Items listed in a dataset:
++++++++

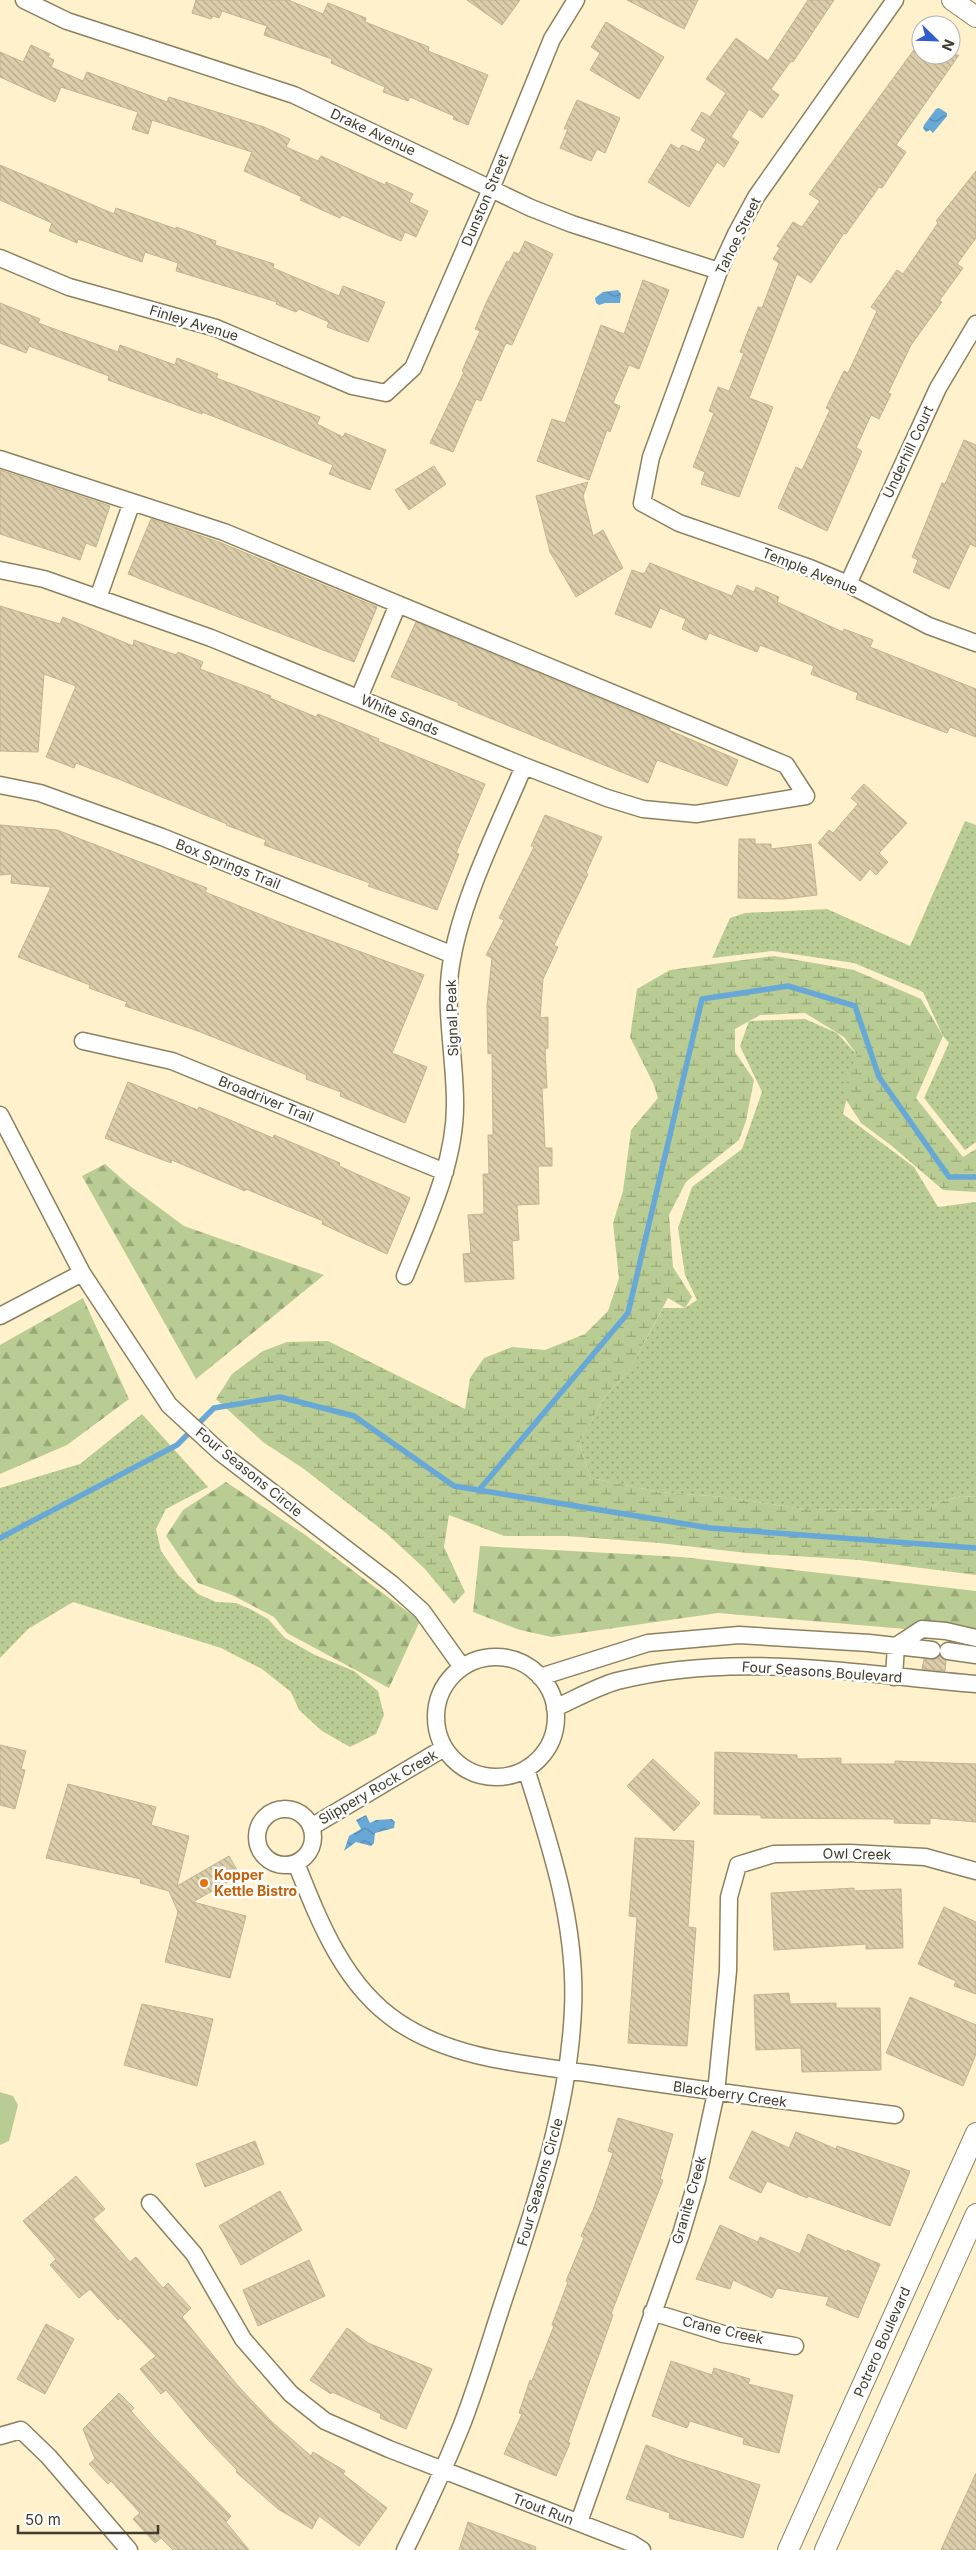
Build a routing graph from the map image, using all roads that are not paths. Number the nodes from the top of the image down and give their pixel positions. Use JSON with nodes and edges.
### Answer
{"nodes":[{"id":1,"x":24,"y":0,"type":"edge"},
{"id":2,"x":576,"y":0,"type":"edge"},
{"id":3,"x":895,"y":0,"type":"edge"},
{"id":4,"x":952,"y":0,"type":"edge"},
{"id":5,"x":976,"y":17,"type":"edge"},
{"id":6,"x":491,"y":188,"type":"junction"},
{"id":7,"x":0,"y":258,"type":"edge"},
{"id":8,"x":719,"y":272,"type":"junction"},
{"id":9,"x":976,"y":324,"type":"edge"},
{"id":10,"x":386,"y":393,"type":"joint"},
{"id":11,"x":0,"y":459,"type":"edge"},
{"id":12,"x":132,"y":502,"type":"junction"},
{"id":13,"x":642,"y":502,"type":"joint"},
{"id":14,"x":0,"y":570,"type":"edge"},
{"id":15,"x":848,"y":584,"type":"junction"},
{"id":16,"x":98,"y":598,"type":"junction"},
{"id":17,"x":398,"y":604,"type":"junction"},
{"id":18,"x":976,"y":643,"type":"edge"},
{"id":19,"x":359,"y":698,"type":"junction"},
{"id":20,"x":524,"y":766,"type":"junction"},
{"id":21,"x":0,"y":785,"type":"edge"},
{"id":22,"x":453,"y":955,"type":"junction"},
{"id":23,"x":83,"y":1041,"type":"dead end"},
{"id":24,"x":0,"y":1115,"type":"edge"},
{"id":25,"x":445,"y":1172,"type":"junction"},
{"id":26,"x":82,"y":1273,"type":"junction"},
{"id":27,"x":405,"y":1276,"type":"dead end"},
{"id":28,"x":0,"y":1316,"type":"edge"},
{"id":29,"x":976,"y":1638,"type":"edge"},
{"id":30,"x":896,"y":1646,"type":"junction"},
{"id":31,"x":976,"y":1655,"type":"edge"},
{"id":32,"x":462,"y":1667,"type":"junction"},
{"id":33,"x":540,"y":1677,"type":"junction"},
{"id":34,"x":894,"y":1677,"type":"junction"},
{"id":35,"x":976,"y":1684,"type":"edge"},
{"id":36,"x":555,"y":1708,"type":"junction"},
{"id":37,"x":444,"y":1748,"type":"junction"},
{"id":38,"x":526,"y":1768,"type":"junction"},
{"id":39,"x":311,"y":1826,"type":"junction"},
{"id":40,"x":296,"y":1863,"type":"junction"},
{"id":41,"x":738,"y":1865,"type":"joint"},
{"id":42,"x":976,"y":1871,"type":"edge"},
{"id":43,"x":566,"y":2070,"type":"junction"},
{"id":44,"x":716,"y":2093,"type":"junction"},
{"id":45,"x":895,"y":2115,"type":"dead end"},
{"id":46,"x":976,"y":2133,"type":"edge"},
{"id":47,"x":150,"y":2203,"type":"dead end"},
{"id":48,"x":976,"y":2214,"type":"edge"},
{"id":49,"x":652,"y":2312,"type":"junction"},
{"id":50,"x":795,"y":2346,"type":"dead end"},
{"id":51,"x":0,"y":2436,"type":"edge"},
{"id":52,"x":443,"y":2470,"type":"junction"},
{"id":53,"x":579,"y":2522,"type":"junction"},
{"id":54,"x":129,"y":2550,"type":"edge"},
{"id":55,"x":405,"y":2550,"type":"edge"},
{"id":56,"x":642,"y":2550,"type":"edge"},
{"id":57,"x":788,"y":2550,"type":"edge"},
{"id":58,"x":825,"y":2550,"type":"edge"}],
"edges":[{"from":1,"to":6,"type":"street","name":"Drake Avenue"},
{"from":2,"to":6,"type":"street","name":"Dunston Street"},
{"from":3,"to":8,"type":"street","name":"Tahoe Street"},
{"from":4,"to":5,"type":"street"},
{"from":6,"to":8,"type":"street","name":"Drake Avenue"},
{"from":6,"to":10,"type":"street","name":"Dunston Street"},
{"from":7,"to":10,"type":"street","name":"Finley Avenue"},
{"from":8,"to":13,"type":"street","name":"Tahoe Street"},
{"from":9,"to":15,"type":"street","name":"Underhill Court"},
{"from":11,"to":12,"type":"street"},
{"from":12,"to":16,"type":"street"},
{"from":12,"to":17,"type":"street"},
{"from":13,"to":15,"type":"street","name":"Temple Avenue"},
{"from":14,"to":16,"type":"street","name":"White Sands"},
{"from":15,"to":18,"type":"street","name":"Temple Avenue"},
{"from":16,"to":19,"type":"street","name":"White Sands"},
{"from":17,"to":19,"type":"street"},
{"from":17,"to":20,"type":"street","name":"White Sands"},
{"from":19,"to":20,"type":"street","name":"White Sands"},
{"from":20,"to":22,"type":"street","name":"Signal Peak"},
{"from":21,"to":22,"type":"street","name":"Box Springs Trail"},
{"from":22,"to":25,"type":"street","name":"Signal Peak"},
{"from":23,"to":25,"type":"street","name":"Broadriver Trail"},
{"from":24,"to":26,"type":"street","name":"Four Seasons Circle"},
{"from":25,"to":27,"type":"street","name":"Signal Peak"},
{"from":26,"to":28,"type":"street"},
{"from":26,"to":32,"type":"street","name":"Four Seasons Circle"},
{"from":29,"to":30,"type":"street"},
{"from":30,"to":31,"type":"street"},
{"from":30,"to":33,"type":"street"},
{"from":30,"to":34,"type":"street"},
{"from":32,"to":33,"type":"street"},
{"from":32,"to":37,"type":"street"},
{"from":33,"to":36,"type":"street"},
{"from":34,"to":35,"type":"street","name":"Four Seasons Boulevard"},
{"from":34,"to":36,"type":"street","name":"Four Seasons Boulevard"},
{"from":36,"to":38,"type":"street"},
{"from":37,"to":38,"type":"street"},
{"from":37,"to":39,"type":"street","name":"Slippery Rock Creek"},
{"from":38,"to":43,"type":"street","name":"Four Seasons Circle"},
{"from":39,"to":40,"type":"street","name":"Slippery Rock Creek"},
{"from":39,"to":40,"type":"street","name":"Slippery Rock Creek"},
{"from":40,"to":43,"type":"street","name":"Blackberry Creek"},
{"from":41,"to":42,"type":"street","name":"Owl Creek"},
{"from":41,"to":44,"type":"street","name":"Granite Creek"},
{"from":43,"to":44,"type":"street","name":"Blackberry Creek"},
{"from":43,"to":52,"type":"street","name":"Four Seasons Circle"},
{"from":44,"to":45,"type":"street","name":"Blackberry Creek"},
{"from":44,"to":49,"type":"street","name":"Granite Creek"},
{"from":46,"to":57,"type":"street","name":"Potrero Boulevard"},
{"from":47,"to":52,"type":"street"},
{"from":48,"to":58,"type":"street"},
{"from":49,"to":50,"type":"street","name":"Crane Creek"},
{"from":49,"to":53,"type":"street","name":"Granite Creek"},
{"from":51,"to":54,"type":"street"},
{"from":52,"to":53,"type":"street","name":"Trout Run"},
{"from":52,"to":55,"type":"street","name":"Four Seasons Circle"},
{"from":53,"to":56,"type":"street","name":"Trout Run"}]}
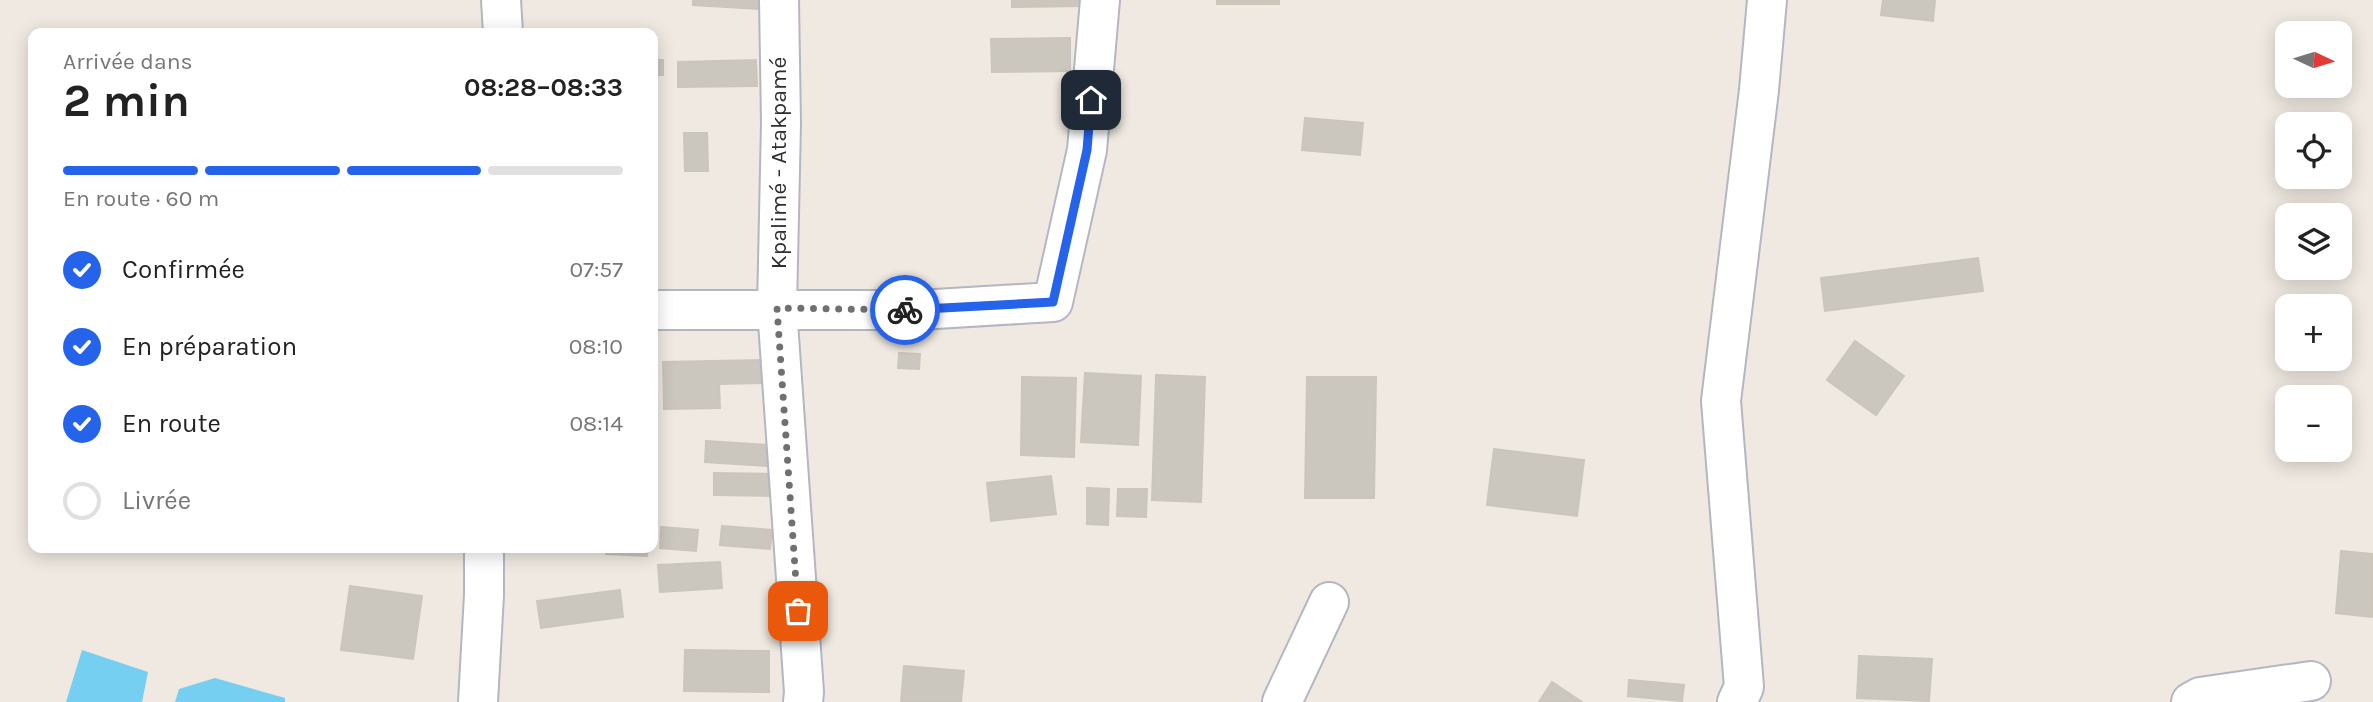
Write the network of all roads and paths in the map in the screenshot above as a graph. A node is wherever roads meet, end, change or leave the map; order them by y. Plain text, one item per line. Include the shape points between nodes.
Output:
1 (501, 0) edge
2 (779, 0) edge
3 (1100, 0) edge
4 (1767, 0) edge
5 (503, 28) edge
6 (777, 308) junction
7 (658, 310) edge
8 (484, 553) edge
9 (1329, 602) dead end
10 (2311, 681) dead end
11 (478, 702) edge
12 (803, 702) edge
13 (1282, 702) edge
14 (1737, 702) edge
15 (2191, 702) edge

1 - 5 street
2 - 6 street, Kpalimé - Atakpamé
3 - 6 street via 1087,150 1053,302 919,310
4 - 14 street via 1721,401 1744,687
6 - 7 street
6 - 12 street, Kpalimé - Atakpamé
8 - 11 street
9 - 13 street
10 - 15 street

++++++++

Work request:
Across all lines of the data above, count those that contain the word "Blackberry", giving the number without further comment.

Answer to the problem:
3